En esta bolsa vieja, Julián Barletta tiene guardados todos los adioses de su vida, apretados como fetos. Cada adiós reclama su prioridad y derecho a estar más cerca de la boca de la bolsa. La discusión se vuelve caótica a medida que cada adiós defiende su importancia. Al final, aunque no se resuelva el orden, el adiós de la muerte de Barletta reclama ser el más significativo y definitivo de todos.
1. Todos en la misma bolsa. –M. C. Hisijos
En esta bolsa vieja estamos metidos todos. O mejor dicho, nos tiene metidos él, Julián
Barletta, creyendo que así, nos podrá olvidar algún día, o que por lo menos, le
doleremos menos en el pecho.
Éramos algunos antes. De a poco, fueron sumándose los que faltaban. Y ahora estamos
acá todos. O creo yo, que estamos todos los que somos. Apretados. Si parecemos fetos
de embarazo múltiple. En esta bolsa vieja, que pretende ser olvidada- que Barletta
quisiera que no exista- sobrevivimos, y aprendimos a soportarnos. Y Barletta, nos va a
tener que cargar hasta su último día, aunque no le guste. Aunque llore a la noche y
escondido.
Fue el otro día, si parecíamos que estábamos más amontonados que nunca, que al
kilombo se lo veía venir. La otra vez, a uno de nosotros –que ya tenía el codo de otro en
la frente- se le ocurrió lo del orden de prioridades, para poder acomodarnos mejor en la
bolsa. Lo siguió el de primer grado; y claro, él suponía que iba a ser el más beneficiado,
o por lo menos, uno de ellos, por una cuestión temporal. El adiós de Barletta del primer
grado, con una lágrima que se le quería salir del ojo. Con sus seis años, que cuando lo
pienso me enternezco, ese, que con la manito, se despedía de su mamá, desde el portón
de la escuela en un primer día de clase.
Y ahí nomás, empezaron las disputas por las prioridades. Y salió el adiós de Barletta a
la abuela, si parecía un hombrecito, tragándose los mocos para no llorar, obligado, al
lado del ataúd. Hinchando el pecho, compadrito, convencido de que él si que es un adiós
importante, y que por lo sombrío, nunca recibió el reconocimiento que se merecía.

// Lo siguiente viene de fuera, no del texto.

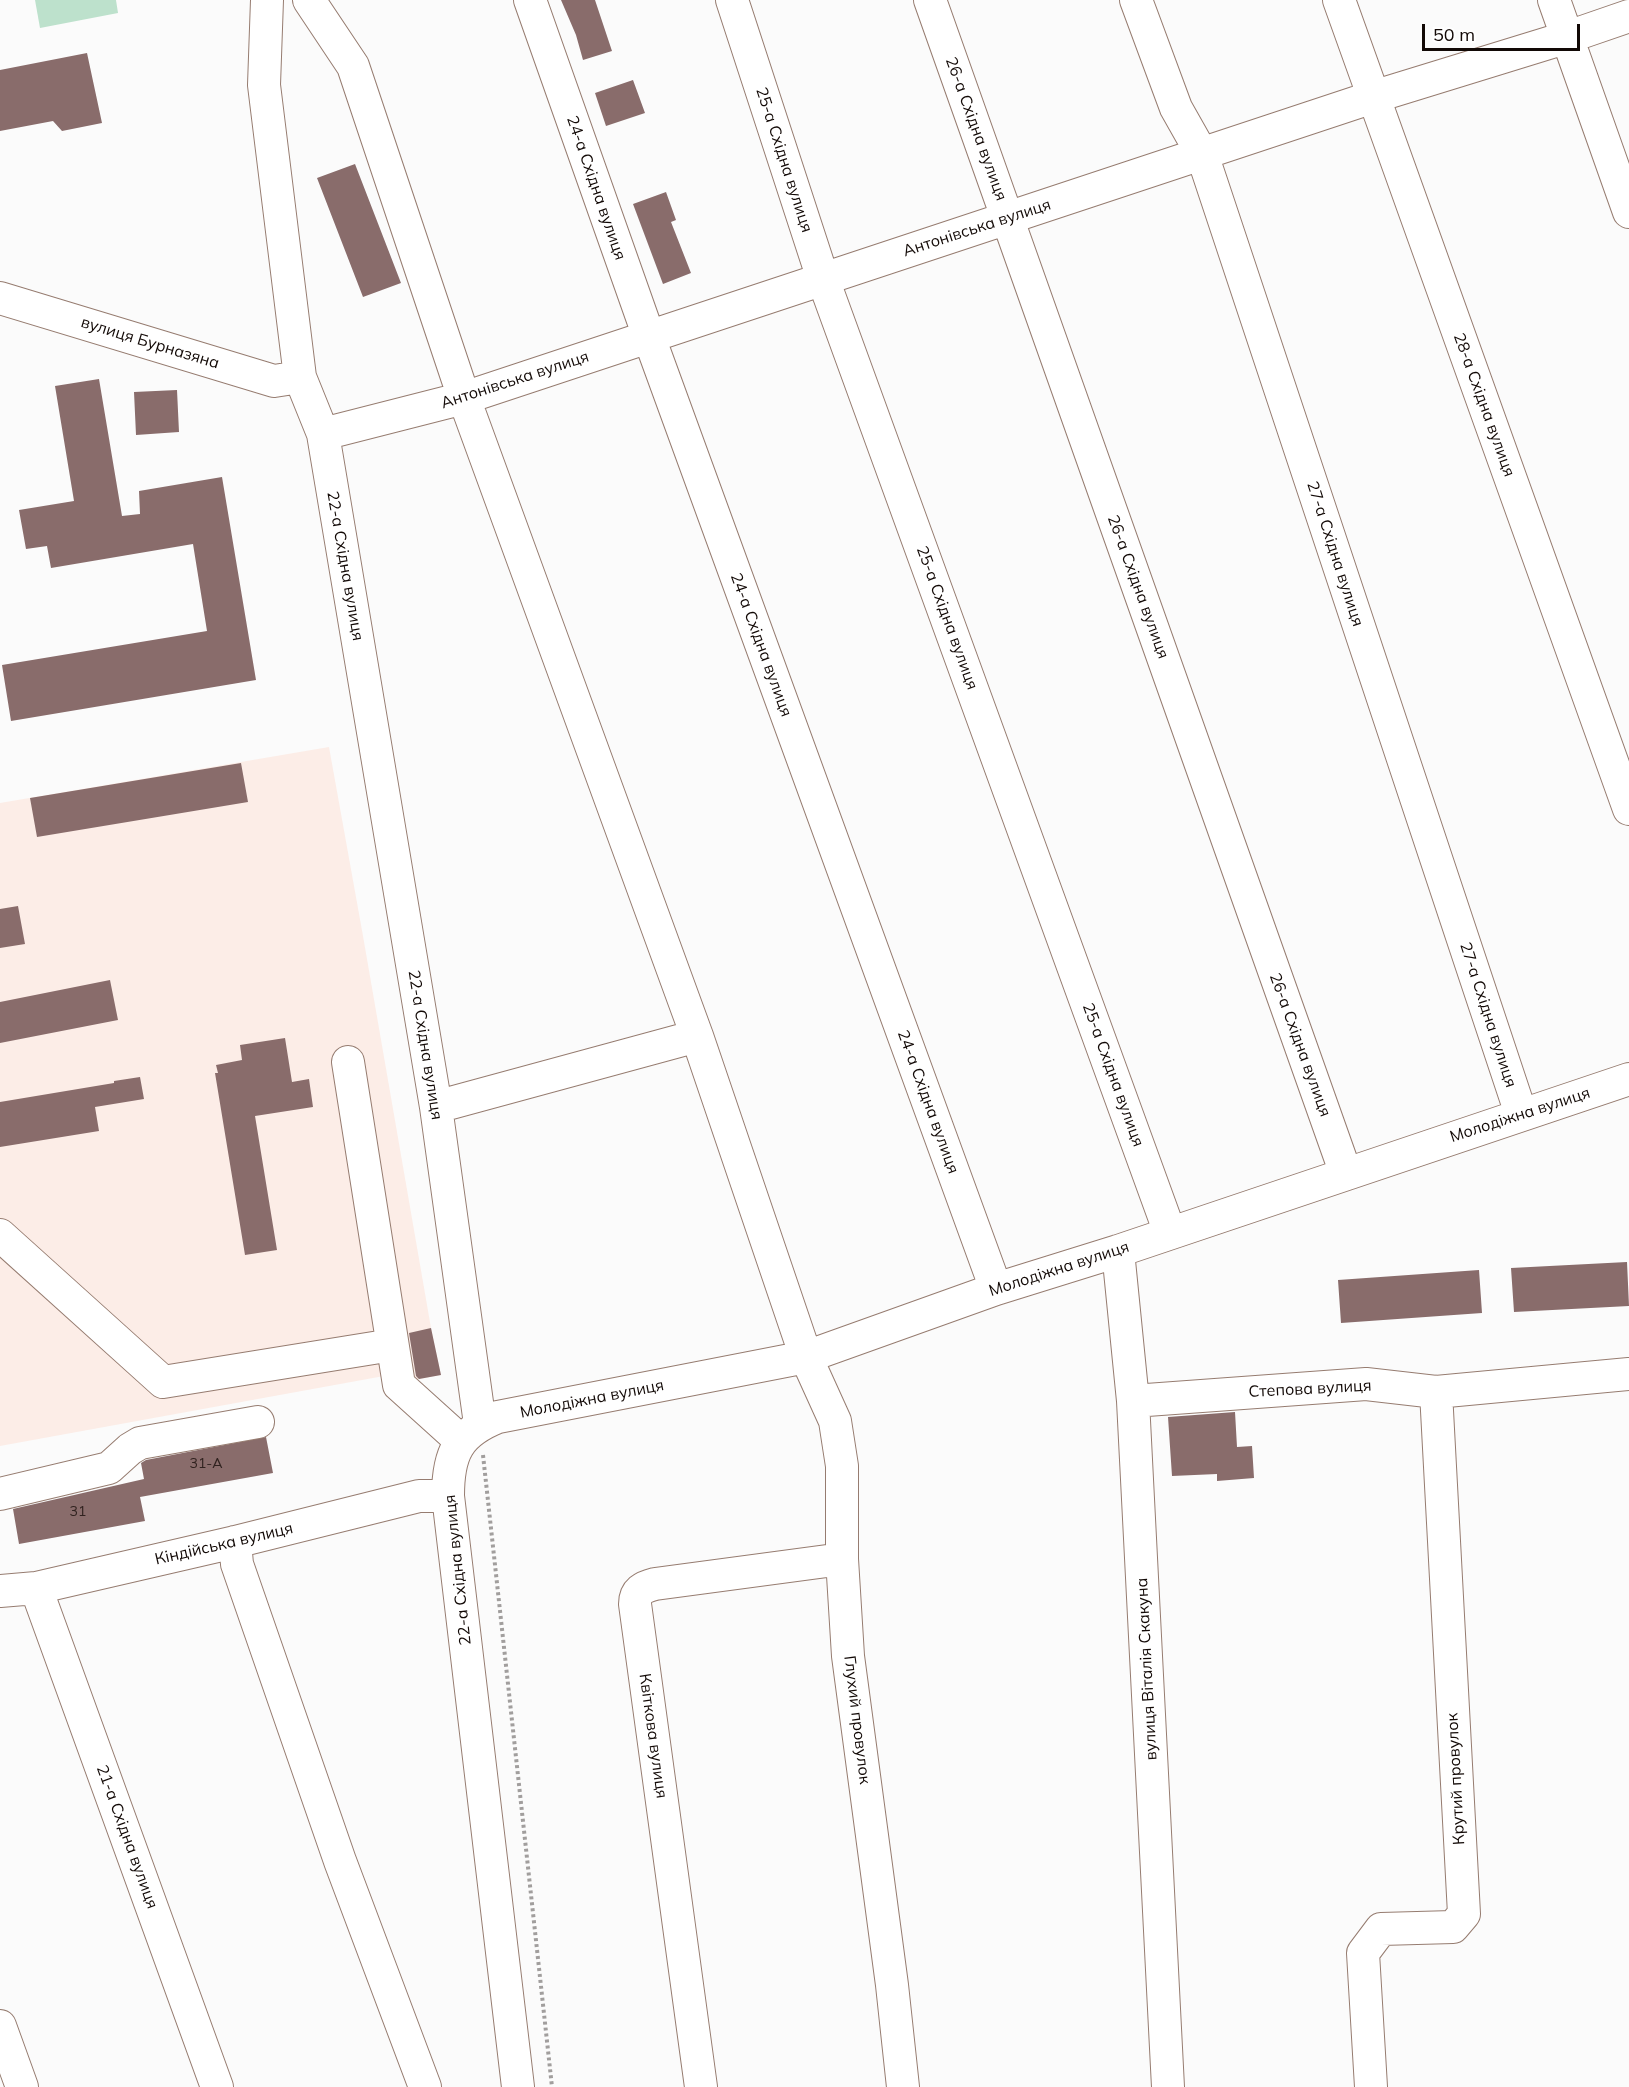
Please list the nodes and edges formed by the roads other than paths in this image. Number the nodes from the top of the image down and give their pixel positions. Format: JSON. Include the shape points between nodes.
{"nodes":[{"id":1,"x":267,"y":0,"type":"edge"},
{"id":2,"x":309,"y":0,"type":"edge"},
{"id":3,"x":530,"y":0,"type":"edge"},
{"id":4,"x":732,"y":0,"type":"edge"},
{"id":5,"x":930,"y":0,"type":"edge"},
{"id":6,"x":1136,"y":0,"type":"edge"},
{"id":7,"x":1339,"y":0,"type":"edge"},
{"id":8,"x":1554,"y":0,"type":"edge"},
{"id":9,"x":1629,"y":16,"type":"edge"},
{"id":10,"x":1568,"y":37,"type":"junction"},
{"id":11,"x":1373,"y":97,"type":"junction"},
{"id":12,"x":1202,"y":154,"type":"junction"},
{"id":13,"x":1629,"y":212,"type":"edge"},
{"id":14,"x":1007,"y":218,"type":"junction"},
{"id":15,"x":823,"y":279,"type":"junction"},
{"id":16,"x":0,"y":298,"type":"edge"},
{"id":17,"x":649,"y":337,"type":"junction"},
{"id":18,"x":300,"y":378,"type":"junction"},
{"id":19,"x":464,"y":398,"type":"junction"},
{"id":20,"x":323,"y":434,"type":"junction"},
{"id":21,"x":1629,"y":809,"type":"edge"},
{"id":22,"x":697,"y":1036,"type":"junction"},
{"id":23,"x":348,"y":1062,"type":"dead end"},
{"id":24,"x":1629,"y":1079,"type":"edge"},
{"id":25,"x":436,"y":1107,"type":"junction"},
{"id":26,"x":1521,"y":1114,"type":"junction"},
{"id":27,"x":1346,"y":1174,"type":"junction"},
{"id":28,"x":1170,"y":1233,"type":"junction"},
{"id":29,"x":0,"y":1235,"type":"edge"},
{"id":30,"x":1118,"y":1251,"type":"junction"},
{"id":31,"x":996,"y":1288,"type":"junction"},
{"id":32,"x":392,"y":1345,"type":"junction"},
{"id":33,"x":806,"y":1357,"type":"junction"},
{"id":34,"x":1629,"y":1374,"type":"edge"},
{"id":35,"x":1436,"y":1392,"type":"junction"},
{"id":36,"x":1133,"y":1401,"type":"junction"},
{"id":37,"x":258,"y":1422,"type":"dead end"},
{"id":38,"x":470,"y":1433,"type":"junction"},
{"id":39,"x":0,"y":1494,"type":"edge"},
{"id":40,"x":448,"y":1496,"type":"junction"},
{"id":41,"x":235,"y":1542,"type":"junction"},
{"id":42,"x":842,"y":1559,"type":"junction"},
{"id":43,"x":36,"y":1588,"type":"junction"},
{"id":44,"x":0,"y":1591,"type":"edge"},
{"id":45,"x":0,"y":2026,"type":"edge"},
{"id":46,"x":22,"y":2087,"type":"edge"},
{"id":47,"x":218,"y":2087,"type":"edge"},
{"id":48,"x":425,"y":2087,"type":"edge"},
{"id":49,"x":518,"y":2087,"type":"edge"},
{"id":50,"x":701,"y":2087,"type":"edge"},
{"id":51,"x":903,"y":2087,"type":"edge"},
{"id":52,"x":1168,"y":2087,"type":"edge"},
{"id":53,"x":1371,"y":2087,"type":"edge"}],
"edges":[{"from":1,"to":18,"type":"street","name":"22-а Східна вулиця","via":[[264,85]]},
{"from":2,"to":19,"type":"street","name":"Глухий провулок","via":[[353,66]]},
{"from":3,"to":17,"type":"street","name":"24-а Східна вулиця"},
{"from":4,"to":15,"type":"street","name":"25-а Східна вулиця"},
{"from":5,"to":14,"type":"street","name":"26-а Східна вулиця"},
{"from":6,"to":12,"type":"street","name":"27-а Східна вулиця","via":[[1176,108]]},
{"from":7,"to":11,"type":"street","name":"28-а Східна вулиця"},
{"from":8,"to":10,"type":"street"},
{"from":9,"to":10,"type":"street","name":"Антонівська вулиця"},
{"from":10,"to":11,"type":"street","name":"Антонівська вулиця"},
{"from":10,"to":13,"type":"street"},
{"from":11,"to":12,"type":"street","name":"Антонівська вулиця"},
{"from":11,"to":21,"type":"street","name":"28-а Східна вулиця"},
{"from":12,"to":14,"type":"street","name":"Антонівська вулиця"},
{"from":12,"to":26,"type":"street","name":"27-а Східна вулиця"},
{"from":14,"to":15,"type":"street","name":"Антонівська вулиця"},
{"from":14,"to":27,"type":"street","name":"26-а Східна вулиця"},
{"from":15,"to":17,"type":"street","name":"Антонівська вулиця"},
{"from":15,"to":28,"type":"street","name":"25-а Східна вулиця"},
{"from":16,"to":18,"type":"street","name":"вулиця Бурназяна","via":[[274,381]]},
{"from":17,"to":19,"type":"street","name":"Антонівська вулиця"},
{"from":17,"to":31,"type":"street","name":"24-а Східна вулиця"},
{"from":18,"to":20,"type":"street","name":"22-а Східна вулиця"},
{"from":19,"to":20,"type":"street","name":"Антонівська вулиця"},
{"from":19,"to":22,"type":"street","name":"Глухий провулок"},
{"from":20,"to":25,"type":"street","name":"22-а Східна вулиця"},
{"from":22,"to":25,"type":"street"},
{"from":22,"to":33,"type":"street","name":"Глухий провулок"},
{"from":23,"to":32,"type":"street"},
{"from":24,"to":26,"type":"street","name":"Молодіжна вулиця"},
{"from":25,"to":38,"type":"street","name":"22-а Східна вулиця"},
{"from":26,"to":27,"type":"street","name":"Молодіжна вулиця"},
{"from":27,"to":28,"type":"street","name":"Молодіжна вулиця"},
{"from":28,"to":30,"type":"street","name":"Молодіжна вулиця"},
{"from":29,"to":32,"type":"street","via":[[163,1382]]},
{"from":30,"to":31,"type":"street","name":"Молодіжна вулиця"},
{"from":30,"to":36,"type":"street","name":"вулиця Віталія Скакуна"},
{"from":31,"to":33,"type":"street","name":"Молодіжна вулиця"},
{"from":32,"to":38,"type":"street","via":[[399,1385]]},
{"from":33,"to":38,"type":"street","name":"Молодіжна вулиця","via":[[498,1417]]},
{"from":33,"to":42,"type":"street","name":"Глухий провулок","via":[[835,1421],[839,1440]]},
{"from":34,"to":35,"type":"street","name":"Степова вулиця"},
{"from":35,"to":36,"type":"street","name":"Степова вулиця","via":[[1365,1384]]},
{"from":35,"to":53,"type":"street","name":"Крутий провулок","via":[[1464,1914],[1453,1927],[1381,1929],[1363,1953]]},
{"from":36,"to":52,"type":"street","name":"вулиця Віталія Скакуна"},
{"from":37,"to":39,"type":"street","via":[[140,1443],[109,1468]]},
{"from":38,"to":40,"type":"street","name":"22-а Східна вулиця","via":[[450,1466]]},
{"from":40,"to":41,"type":"street","name":"Кіндійська вулиця","via":[[419,1496]]},
{"from":40,"to":49,"type":"street","name":"22-а Східна вулиця"},
{"from":41,"to":43,"type":"street","name":"Кіндійська вулиця"},
{"from":41,"to":48,"type":"street","via":[[237,1564],[340,1862]]},
{"from":42,"to":50,"type":"street","name":"Квіткова вулиця","via":[[655,1584],[636,1595]]},
{"from":42,"to":51,"type":"street","name":"Глухий провулок","via":[[848,1656]]},
{"from":43,"to":44,"type":"street","name":"Кіндійська вулиця"},
{"from":43,"to":47,"type":"street","name":"21-а Східна вулиця"},
{"from":45,"to":46,"type":"street"}]}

En esta bolsa somos como histéricas cacareando en pensión de señoritas a la hora de
reclamar nuestros derechos. Y lo digo, porque enseguida todo fue un griterío. Cada uno
sacó a relucir sus méritos patéticamente. El adiós sin lágrimas, sólo con los dientes
apretados, de cuando a Barletta se le piantó la primera mujer. Ceremonialmente
hablaba, también, el adiós emblemático, el de la despedida al hijo en el aeropuerto,
porque era un adiós tan formal como un pasaporte. En desfile, todos mostrando sus
pretenciosas ambiciones. También gritaba, llorando, ridículamente dramático, todavía
con el traje puesto, el adiós del casorio de la hija de Barletta. Exponían, uno en uno, sus
descarnadas heridas. Mamado, desde la época en que llegó, el adiós de la despedida de
soltero de Barletta, quiso hacerse respetar interviniendo, pero a las pocas palabras se
quedó dormido, durmiendo la mona eterna, a la que ya estábamos todos acostumbrados.
Todos hablaron los adioses. Todos los que entran en una vida, todos los que entramos
en una bolsa.
Uno de los adioses petisos, uno de los del grupo “vacaciones” y “viajes cortos”,
cuando ya estábamos todos cansados por la discusión y tanto encierro, preguntó si las
prioridades, iban a ser por orden cronológico o por presunta importancia. Todos se le
tiraron encima puténdolo, mordiéndolo, arañándolo, dándole trompadas. Todos. Hasta
yo. Que siempre ando sosegadito. Agachado. En lo oscuro. Si no me importa en qué
quedó ese día el asunto de las prioridades de los adioses. Ni me importa si se acordaron
de mi. Porque yo sé que soy el más importante. El fundamental. O por lo menos, el
definitivo. Porque soy el adiós final. El adiós que vendrá con la muerte de Barletta.